>>>>

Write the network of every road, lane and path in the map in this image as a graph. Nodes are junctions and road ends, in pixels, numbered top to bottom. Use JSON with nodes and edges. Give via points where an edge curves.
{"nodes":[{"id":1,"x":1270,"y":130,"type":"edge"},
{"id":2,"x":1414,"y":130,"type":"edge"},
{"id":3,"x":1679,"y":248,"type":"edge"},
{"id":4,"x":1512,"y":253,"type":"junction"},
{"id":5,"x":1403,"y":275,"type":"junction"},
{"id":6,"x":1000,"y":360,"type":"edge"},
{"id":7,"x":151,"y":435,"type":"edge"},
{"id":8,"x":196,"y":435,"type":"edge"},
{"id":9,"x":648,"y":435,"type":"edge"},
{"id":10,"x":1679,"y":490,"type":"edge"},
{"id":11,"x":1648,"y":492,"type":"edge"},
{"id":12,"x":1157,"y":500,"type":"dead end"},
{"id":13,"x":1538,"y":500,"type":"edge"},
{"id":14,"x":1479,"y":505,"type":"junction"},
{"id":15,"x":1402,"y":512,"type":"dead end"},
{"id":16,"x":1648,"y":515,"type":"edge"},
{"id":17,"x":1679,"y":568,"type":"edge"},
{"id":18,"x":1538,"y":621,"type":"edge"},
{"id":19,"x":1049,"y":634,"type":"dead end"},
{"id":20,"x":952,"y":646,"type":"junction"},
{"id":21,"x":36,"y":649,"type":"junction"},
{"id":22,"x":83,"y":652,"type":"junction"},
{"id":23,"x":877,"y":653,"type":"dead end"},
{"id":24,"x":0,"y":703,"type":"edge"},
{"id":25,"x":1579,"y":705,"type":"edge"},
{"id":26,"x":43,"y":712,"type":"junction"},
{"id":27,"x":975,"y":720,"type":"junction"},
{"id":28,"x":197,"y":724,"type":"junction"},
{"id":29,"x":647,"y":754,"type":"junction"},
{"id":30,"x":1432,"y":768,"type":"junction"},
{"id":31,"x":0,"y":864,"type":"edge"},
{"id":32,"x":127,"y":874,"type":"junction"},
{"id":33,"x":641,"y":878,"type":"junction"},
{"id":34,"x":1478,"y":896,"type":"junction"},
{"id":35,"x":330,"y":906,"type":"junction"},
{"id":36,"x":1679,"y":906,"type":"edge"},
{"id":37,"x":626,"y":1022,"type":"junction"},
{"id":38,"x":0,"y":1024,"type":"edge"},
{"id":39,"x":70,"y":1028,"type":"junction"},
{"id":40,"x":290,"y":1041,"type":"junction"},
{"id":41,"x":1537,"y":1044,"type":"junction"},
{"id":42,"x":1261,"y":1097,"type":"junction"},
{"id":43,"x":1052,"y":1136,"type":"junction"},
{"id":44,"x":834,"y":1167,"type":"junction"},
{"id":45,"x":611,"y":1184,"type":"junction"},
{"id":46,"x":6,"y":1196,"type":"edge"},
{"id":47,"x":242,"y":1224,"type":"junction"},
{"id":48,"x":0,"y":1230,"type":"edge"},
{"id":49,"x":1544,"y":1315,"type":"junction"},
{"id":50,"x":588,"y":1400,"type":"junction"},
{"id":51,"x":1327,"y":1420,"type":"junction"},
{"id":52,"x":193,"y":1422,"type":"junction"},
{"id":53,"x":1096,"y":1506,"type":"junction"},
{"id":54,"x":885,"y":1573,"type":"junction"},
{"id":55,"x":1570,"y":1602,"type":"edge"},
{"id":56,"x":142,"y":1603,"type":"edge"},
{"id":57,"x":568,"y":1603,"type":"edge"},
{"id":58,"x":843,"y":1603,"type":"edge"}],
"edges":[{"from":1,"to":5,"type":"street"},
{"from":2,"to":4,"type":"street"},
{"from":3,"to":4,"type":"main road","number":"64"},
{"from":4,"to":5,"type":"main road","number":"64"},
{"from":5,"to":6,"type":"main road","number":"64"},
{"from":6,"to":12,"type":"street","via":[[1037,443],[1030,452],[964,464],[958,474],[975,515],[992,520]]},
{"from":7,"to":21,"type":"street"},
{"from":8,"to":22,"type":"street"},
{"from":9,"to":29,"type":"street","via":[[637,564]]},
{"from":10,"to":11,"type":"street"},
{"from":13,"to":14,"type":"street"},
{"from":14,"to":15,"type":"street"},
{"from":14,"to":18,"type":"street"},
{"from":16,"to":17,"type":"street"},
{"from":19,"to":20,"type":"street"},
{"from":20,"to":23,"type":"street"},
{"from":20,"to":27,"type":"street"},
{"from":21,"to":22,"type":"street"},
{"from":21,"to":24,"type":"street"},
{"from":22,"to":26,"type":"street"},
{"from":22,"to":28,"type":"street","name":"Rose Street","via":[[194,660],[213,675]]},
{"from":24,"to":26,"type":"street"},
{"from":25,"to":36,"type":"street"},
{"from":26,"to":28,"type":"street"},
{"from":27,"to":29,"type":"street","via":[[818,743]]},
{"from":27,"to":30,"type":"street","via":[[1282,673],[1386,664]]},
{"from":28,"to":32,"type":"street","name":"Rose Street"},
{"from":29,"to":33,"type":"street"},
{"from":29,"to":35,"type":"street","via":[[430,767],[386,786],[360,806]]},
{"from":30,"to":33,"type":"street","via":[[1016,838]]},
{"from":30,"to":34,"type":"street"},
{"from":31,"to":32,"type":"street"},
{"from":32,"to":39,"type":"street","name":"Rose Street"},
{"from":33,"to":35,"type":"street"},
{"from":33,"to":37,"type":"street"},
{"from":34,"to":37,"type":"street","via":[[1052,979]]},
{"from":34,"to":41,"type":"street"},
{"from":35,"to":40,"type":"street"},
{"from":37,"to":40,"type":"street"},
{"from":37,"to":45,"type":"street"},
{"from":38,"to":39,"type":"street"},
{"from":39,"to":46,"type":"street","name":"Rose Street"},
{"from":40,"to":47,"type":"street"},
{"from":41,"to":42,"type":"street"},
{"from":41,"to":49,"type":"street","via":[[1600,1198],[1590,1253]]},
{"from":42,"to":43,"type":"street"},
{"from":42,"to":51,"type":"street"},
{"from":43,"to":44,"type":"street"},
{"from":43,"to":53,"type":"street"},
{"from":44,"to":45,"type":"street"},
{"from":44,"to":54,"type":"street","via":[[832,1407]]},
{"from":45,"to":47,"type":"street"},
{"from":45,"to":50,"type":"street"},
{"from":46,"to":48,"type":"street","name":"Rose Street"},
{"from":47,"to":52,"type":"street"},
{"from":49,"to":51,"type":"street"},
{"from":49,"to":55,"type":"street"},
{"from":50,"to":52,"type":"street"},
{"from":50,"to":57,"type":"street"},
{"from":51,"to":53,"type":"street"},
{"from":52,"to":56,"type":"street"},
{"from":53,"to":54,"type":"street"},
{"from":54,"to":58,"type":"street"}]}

<<<<
>>>>

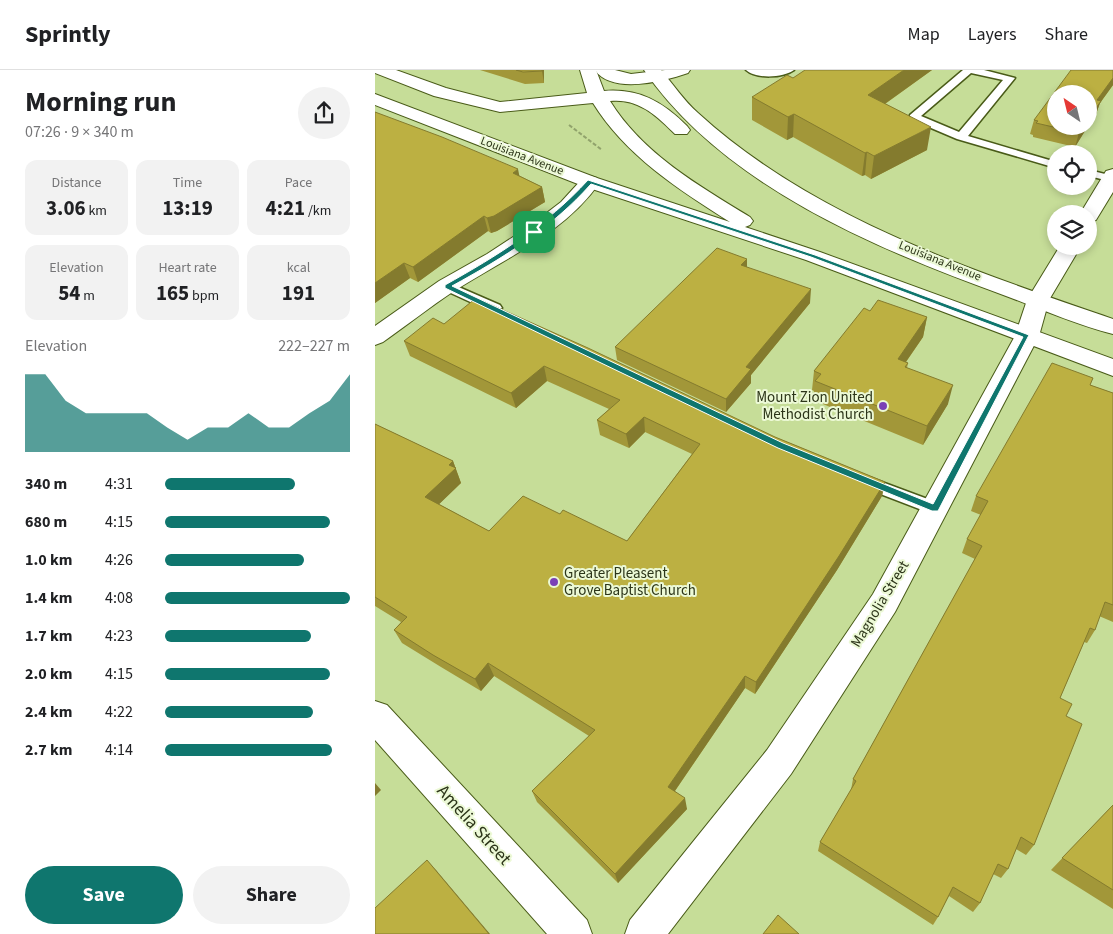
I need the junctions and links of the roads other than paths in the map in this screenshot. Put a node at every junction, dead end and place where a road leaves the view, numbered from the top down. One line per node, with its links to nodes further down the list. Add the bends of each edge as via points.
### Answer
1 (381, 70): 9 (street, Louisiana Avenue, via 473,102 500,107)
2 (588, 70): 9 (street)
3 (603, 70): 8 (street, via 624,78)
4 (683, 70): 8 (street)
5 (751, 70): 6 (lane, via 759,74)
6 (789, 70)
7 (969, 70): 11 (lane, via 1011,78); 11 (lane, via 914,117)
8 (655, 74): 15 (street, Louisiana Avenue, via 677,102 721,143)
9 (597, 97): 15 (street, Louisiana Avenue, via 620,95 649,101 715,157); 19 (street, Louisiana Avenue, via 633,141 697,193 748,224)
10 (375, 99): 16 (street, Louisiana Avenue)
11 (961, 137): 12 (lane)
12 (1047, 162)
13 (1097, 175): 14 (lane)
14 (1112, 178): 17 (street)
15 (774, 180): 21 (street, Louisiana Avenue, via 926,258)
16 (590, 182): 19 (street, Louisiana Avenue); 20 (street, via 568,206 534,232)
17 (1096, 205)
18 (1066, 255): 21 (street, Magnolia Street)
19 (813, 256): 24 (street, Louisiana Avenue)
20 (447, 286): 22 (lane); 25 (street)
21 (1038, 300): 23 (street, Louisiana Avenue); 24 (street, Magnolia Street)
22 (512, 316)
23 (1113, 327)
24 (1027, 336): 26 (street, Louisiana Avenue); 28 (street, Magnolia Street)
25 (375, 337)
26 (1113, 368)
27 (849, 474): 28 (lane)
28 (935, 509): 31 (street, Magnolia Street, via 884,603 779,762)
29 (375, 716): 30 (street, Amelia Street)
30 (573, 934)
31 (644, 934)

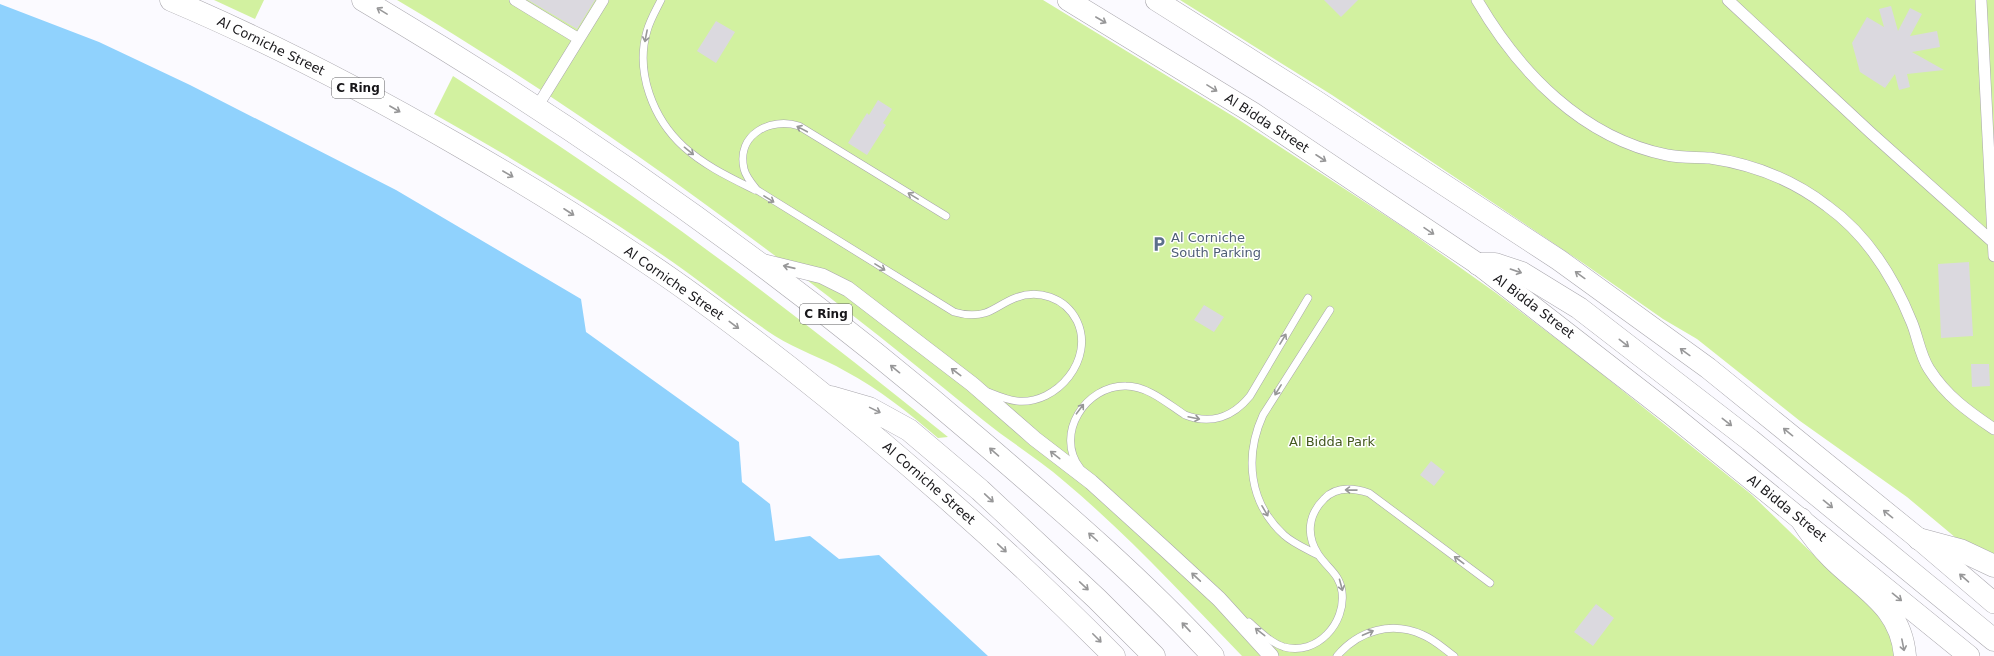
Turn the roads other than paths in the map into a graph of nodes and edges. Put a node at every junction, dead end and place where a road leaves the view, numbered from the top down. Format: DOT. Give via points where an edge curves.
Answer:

<<<<

What you are asked to do -> Wherever a line of the data holds "leaves", copy that line.

Answer to this task ->
I need the junctions and links of the roads other than paths in the map in this screenshot. Put a node at every junction, dead end and place where a road leaves the view, numbered from the top down. One line per node, with its links to nodes further down the list. Add the bends of each edge as via points.
Turn the roads other than paths in the map into a graph of nodes and edges. Put a node at every junction, dead end and place where a road leaves the view, numbered from the top down. Format: DOT. Give via points where an edge curves.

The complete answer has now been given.